--- Task description ---
Repeat the lines of the data exactly and exclude any picture among them.

****

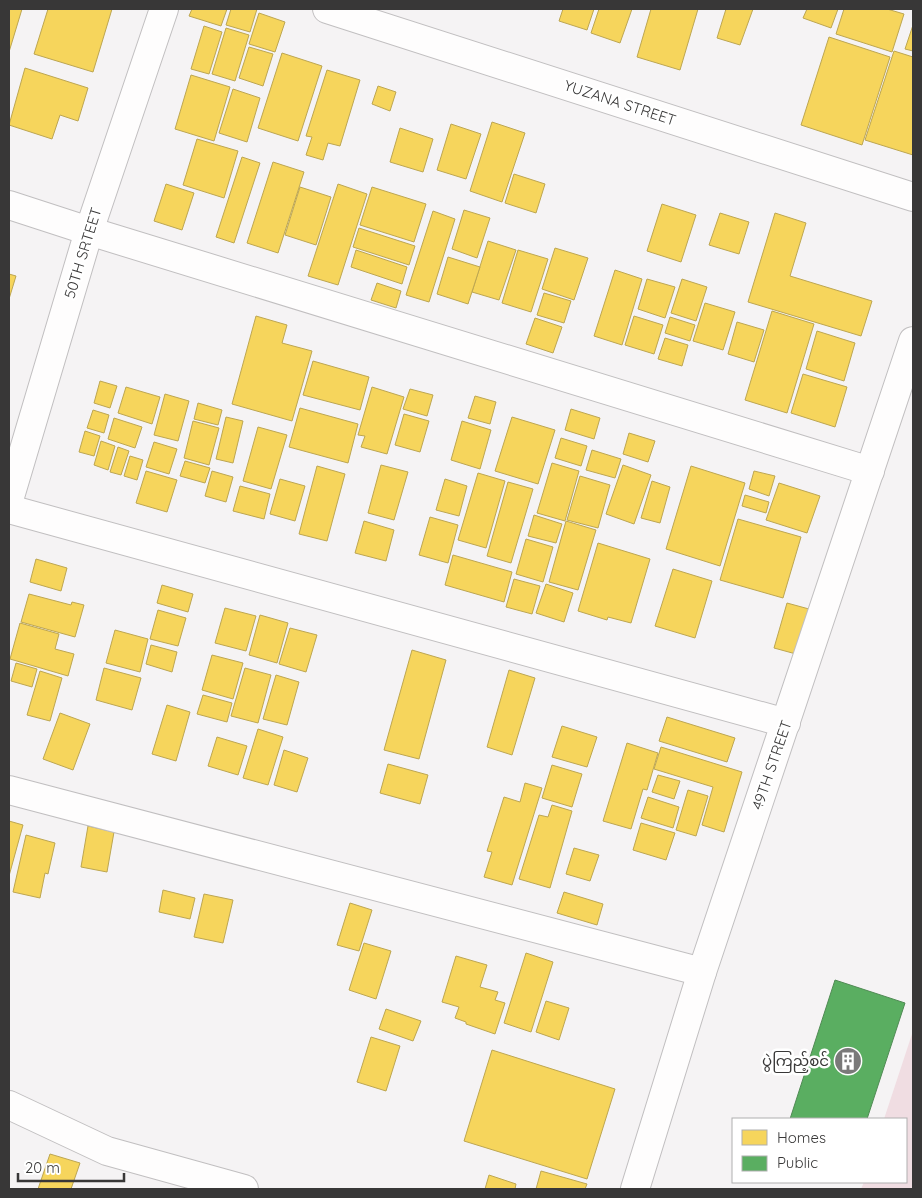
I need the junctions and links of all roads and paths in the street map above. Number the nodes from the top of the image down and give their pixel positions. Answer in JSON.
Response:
{"nodes":[{"id":1,"x":164,"y":9,"type":"edge"},
{"id":2,"x":327,"y":9,"type":"edge"},
{"id":3,"x":913,"y":197,"type":"edge"},
{"id":4,"x":9,"y":205,"type":"edge"},
{"id":5,"x":88,"y":232,"type":"junction"},
{"id":6,"x":913,"y":342,"type":"edge"},
{"id":7,"x":870,"y":471,"type":"junction"},
{"id":8,"x":9,"y":500,"type":"edge"},
{"id":9,"x":9,"y":509,"type":"edge"},
{"id":10,"x":786,"y":723,"type":"junction"},
{"id":11,"x":9,"y":790,"type":"edge"},
{"id":12,"x":702,"y":972,"type":"junction"},
{"id":13,"x":9,"y":1105,"type":"edge"},
{"id":14,"x":244,"y":1189,"type":"edge"},
{"id":15,"x":635,"y":1189,"type":"edge"}],
"edges":[{"from":1,"to":5,"type":"street","name":"50TH SRTEET"},
{"from":2,"to":3,"type":"street","name":"YUZANA STREET"},
{"from":4,"to":5,"type":"street"},
{"from":5,"to":7,"type":"street"},
{"from":5,"to":8,"type":"street","name":"50TH SRTEET"},
{"from":6,"to":7,"type":"street","name":"49TH STREET"},
{"from":7,"to":10,"type":"street","name":"49TH STREET"},
{"from":9,"to":10,"type":"street"},
{"from":10,"to":12,"type":"street","name":"49TH STREET"},
{"from":11,"to":12,"type":"street"},
{"from":12,"to":15,"type":"street","name":"49TH STREET"},
{"from":13,"to":14,"type":"street"}]}
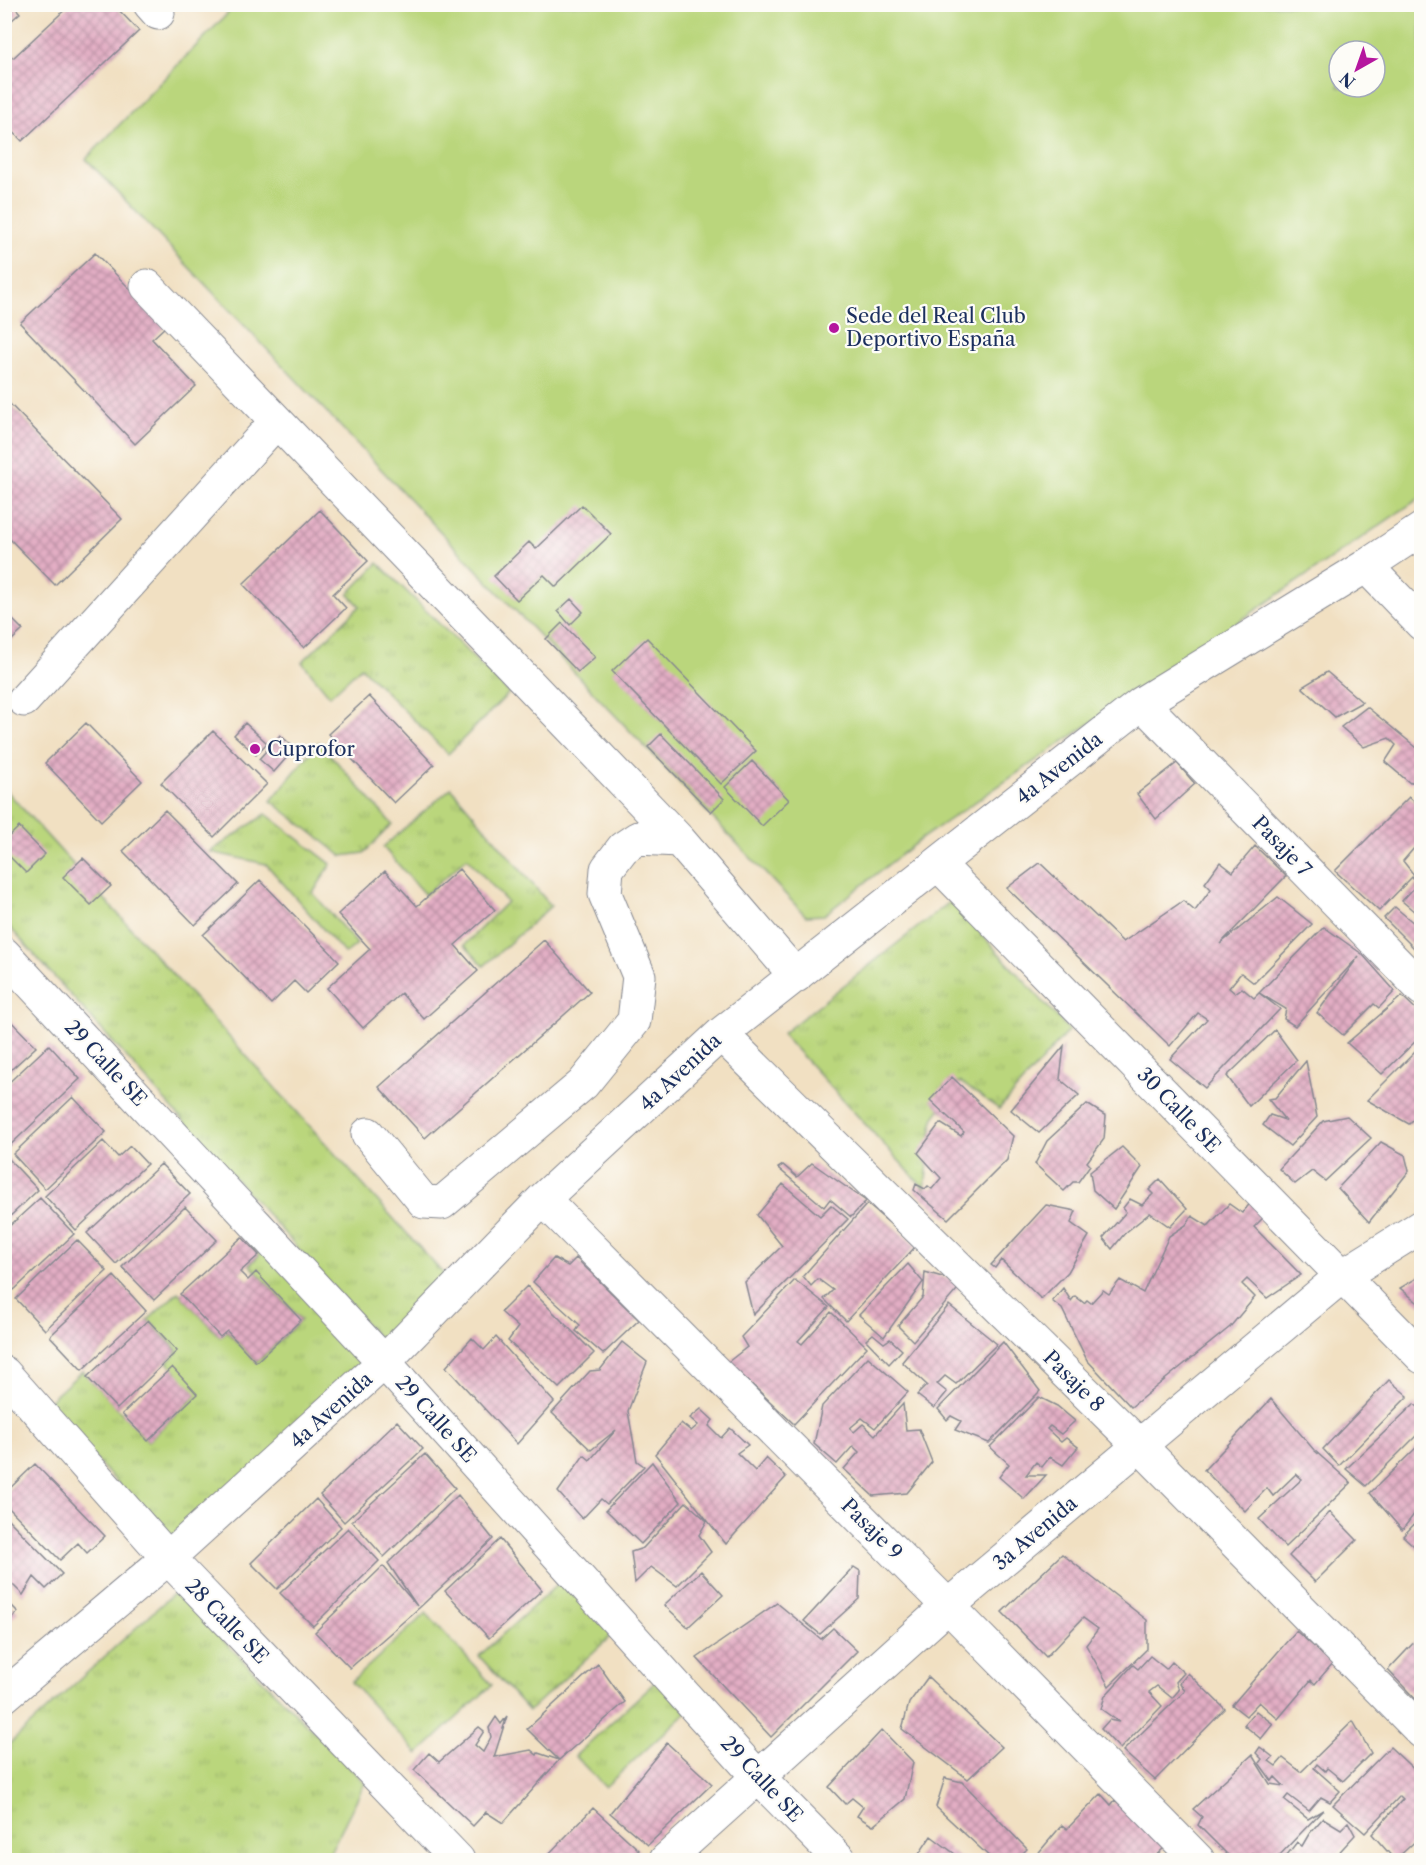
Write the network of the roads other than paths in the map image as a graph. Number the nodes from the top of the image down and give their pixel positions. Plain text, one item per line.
1 (147, 286) dead end
2 (276, 422) junction
3 (1422, 529) edge
4 (1366, 566) junction
5 (1422, 624) edge
6 (24, 700) dead end
7 (1142, 703) junction
8 (679, 840) junction
9 (938, 864) junction
10 (4, 954) edge
11 (796, 976) junction
12 (1422, 989) edge
13 (721, 1034) junction
14 (368, 1134) dead end
15 (543, 1199) junction
16 (1422, 1226) edge
17 (1342, 1276) junction
18 (1422, 1357) edge
19 (384, 1362) junction
20 (4, 1373) edge
21 (1140, 1446) junction
22 (168, 1558) junction
23 (948, 1606) junction
24 (4, 1696) edge
25 (1422, 1732) edge
26 (759, 1778) junction
27 (459, 1860) edge
28 (666, 1860) edge
29 (840, 1860) edge
30 (1198, 1860) edge

1 - 2 street
2 - 6 street
2 - 8 street
3 - 4 street, 4a Avenida
4 - 5 street
4 - 7 street, 4a Avenida
7 - 9 street, 4a Avenida
7 - 12 street, Pasaje 7
8 - 11 street
8 - 14 street
9 - 11 street, 4a Avenida
9 - 17 street, 30 Calle SE
10 - 19 street, 29 Calle SE
11 - 13 street, 4a Avenida
13 - 15 street, 4a Avenida
13 - 21 street, Pasaje 8
15 - 19 street, 4a Avenida
15 - 23 street, Pasaje 9
16 - 17 street, 3a Avenida
17 - 18 street, 30 Calle SE
17 - 21 street, 3a Avenida
19 - 22 street, 4a Avenida
19 - 26 street, 29 Calle SE
20 - 22 street, 28 Calle SE
21 - 23 street, 3a Avenida
21 - 25 street, Pasaje 8
22 - 24 street, 4a Avenida
22 - 27 street, 28 Calle SE
23 - 26 street, 3a Avenida
23 - 30 street, Pasaje 9
26 - 28 street, 3a Avenida
26 - 29 street, 29 Calle SE

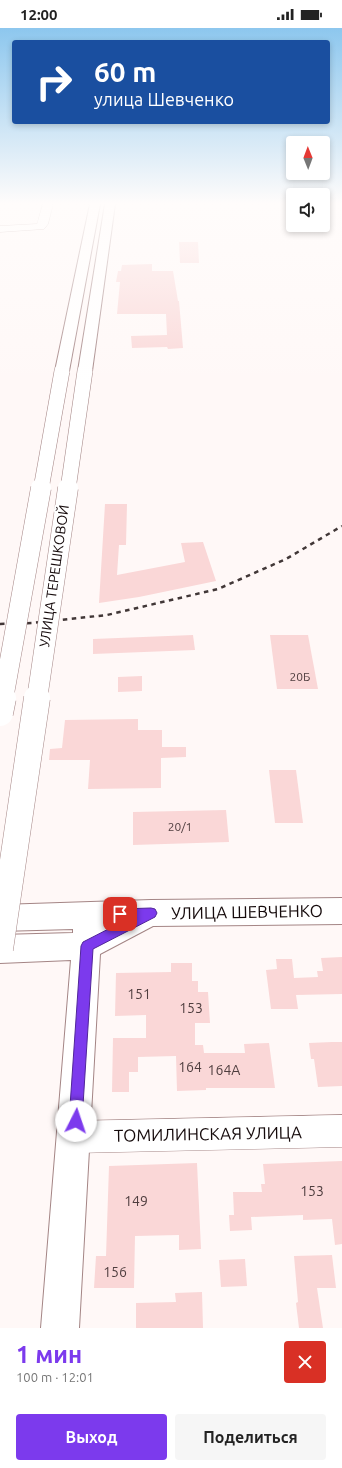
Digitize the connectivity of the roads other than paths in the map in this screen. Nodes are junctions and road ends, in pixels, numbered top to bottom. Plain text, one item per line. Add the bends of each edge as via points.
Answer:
1 (82, 265) edge
2 (100, 265) edge
3 (0, 713) edge
4 (342, 911) edge
5 (0, 918) edge
6 (88, 931) junction
7 (0, 949) edge
8 (342, 1131) edge
9 (74, 1137) junction
10 (60, 1328) edge

1 - 3 main road, УЛИЦА ТЕРЕШКОВОЙ, bridge
2 - 7 main road, УЛИЦА ТЕРЕШКОВОЙ, bridge
4 - 6 main road, УЛИЦА ШЕВЧЕНКО via 151,913
5 - 6 main road, УЛИЦА ШЕВЧЕНКО
6 - 7 main road, УЛИЦА ШЕВЧЕНКО
6 - 9 main road
8 - 9 street, ТОМИЛИНСКАЯ УЛИЦА
9 - 10 main road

****

--- Exercise response ---
I need the junctions and links of all roads and paths in the street map above. Number the nodes from the top of the image down and give their pixel positions. Answer in JSON.
Response:
{"nodes":[{"id":1,"x":164,"y":9,"type":"edge"},
{"id":2,"x":327,"y":9,"type":"edge"},
{"id":3,"x":913,"y":197,"type":"edge"},
{"id":4,"x":9,"y":205,"type":"edge"},
{"id":5,"x":88,"y":232,"type":"junction"},
{"id":6,"x":913,"y":342,"type":"edge"},
{"id":7,"x":870,"y":471,"type":"junction"},
{"id":8,"x":9,"y":500,"type":"edge"},
{"id":9,"x":9,"y":509,"type":"edge"},
{"id":10,"x":786,"y":723,"type":"junction"},
{"id":11,"x":9,"y":790,"type":"edge"},
{"id":12,"x":702,"y":972,"type":"junction"},
{"id":13,"x":9,"y":1105,"type":"edge"},
{"id":14,"x":244,"y":1189,"type":"edge"},
{"id":15,"x":635,"y":1189,"type":"edge"}],
"edges":[{"from":1,"to":5,"type":"street","name":"50TH SRTEET"},
{"from":2,"to":3,"type":"street","name":"YUZANA STREET"},
{"from":4,"to":5,"type":"street"},
{"from":5,"to":7,"type":"street"},
{"from":5,"to":8,"type":"street","name":"50TH SRTEET"},
{"from":6,"to":7,"type":"street","name":"49TH STREET"},
{"from":7,"to":10,"type":"street","name":"49TH STREET"},
{"from":9,"to":10,"type":"street"},
{"from":10,"to":12,"type":"street","name":"49TH STREET"},
{"from":11,"to":12,"type":"street"},
{"from":12,"to":15,"type":"street","name":"49TH STREET"},
{"from":13,"to":14,"type":"street"}]}
Write the network of the roads other than paths in the map image as a graph. Number the nodes from the top of the image down and give their pixel positions. Plain text, one item per line.
1 (147, 286) dead end
2 (276, 422) junction
3 (1422, 529) edge
4 (1366, 566) junction
5 (1422, 624) edge
6 (24, 700) dead end
7 (1142, 703) junction
8 (679, 840) junction
9 (938, 864) junction
10 (4, 954) edge
11 (796, 976) junction
12 (1422, 989) edge
13 (721, 1034) junction
14 (368, 1134) dead end
15 (543, 1199) junction
16 (1422, 1226) edge
17 (1342, 1276) junction
18 (1422, 1357) edge
19 (384, 1362) junction
20 (4, 1373) edge
21 (1140, 1446) junction
22 (168, 1558) junction
23 (948, 1606) junction
24 (4, 1696) edge
25 (1422, 1732) edge
26 (759, 1778) junction
27 (459, 1860) edge
28 (666, 1860) edge
29 (840, 1860) edge
30 (1198, 1860) edge

1 - 2 street
2 - 6 street
2 - 8 street
3 - 4 street, 4a Avenida
4 - 5 street
4 - 7 street, 4a Avenida
7 - 9 street, 4a Avenida
7 - 12 street, Pasaje 7
8 - 11 street
8 - 14 street
9 - 11 street, 4a Avenida
9 - 17 street, 30 Calle SE
10 - 19 street, 29 Calle SE
11 - 13 street, 4a Avenida
13 - 15 street, 4a Avenida
13 - 21 street, Pasaje 8
15 - 19 street, 4a Avenida
15 - 23 street, Pasaje 9
16 - 17 street, 3a Avenida
17 - 18 street, 30 Calle SE
17 - 21 street, 3a Avenida
19 - 22 street, 4a Avenida
19 - 26 street, 29 Calle SE
20 - 22 street, 28 Calle SE
21 - 23 street, 3a Avenida
21 - 25 street, Pasaje 8
22 - 24 street, 4a Avenida
22 - 27 street, 28 Calle SE
23 - 26 street, 3a Avenida
23 - 30 street, Pasaje 9
26 - 28 street, 3a Avenida
26 - 29 street, 29 Calle SE

Digitize the connectivity of the roads other than paths in the map in this screen. Nodes are junctions and road ends, in pixels, numbered top to bottom. Plain text, one item per line. Add the bends of each edge as via points.
Answer:
1 (82, 265) edge
2 (100, 265) edge
3 (0, 713) edge
4 (342, 911) edge
5 (0, 918) edge
6 (88, 931) junction
7 (0, 949) edge
8 (342, 1131) edge
9 (74, 1137) junction
10 (60, 1328) edge

1 - 3 main road, УЛИЦА ТЕРЕШКОВОЙ, bridge
2 - 7 main road, УЛИЦА ТЕРЕШКОВОЙ, bridge
4 - 6 main road, УЛИЦА ШЕВЧЕНКО via 151,913
5 - 6 main road, УЛИЦА ШЕВЧЕНКО
6 - 7 main road, УЛИЦА ШЕВЧЕНКО
6 - 9 main road
8 - 9 street, ТОМИЛИНСКАЯ УЛИЦА
9 - 10 main road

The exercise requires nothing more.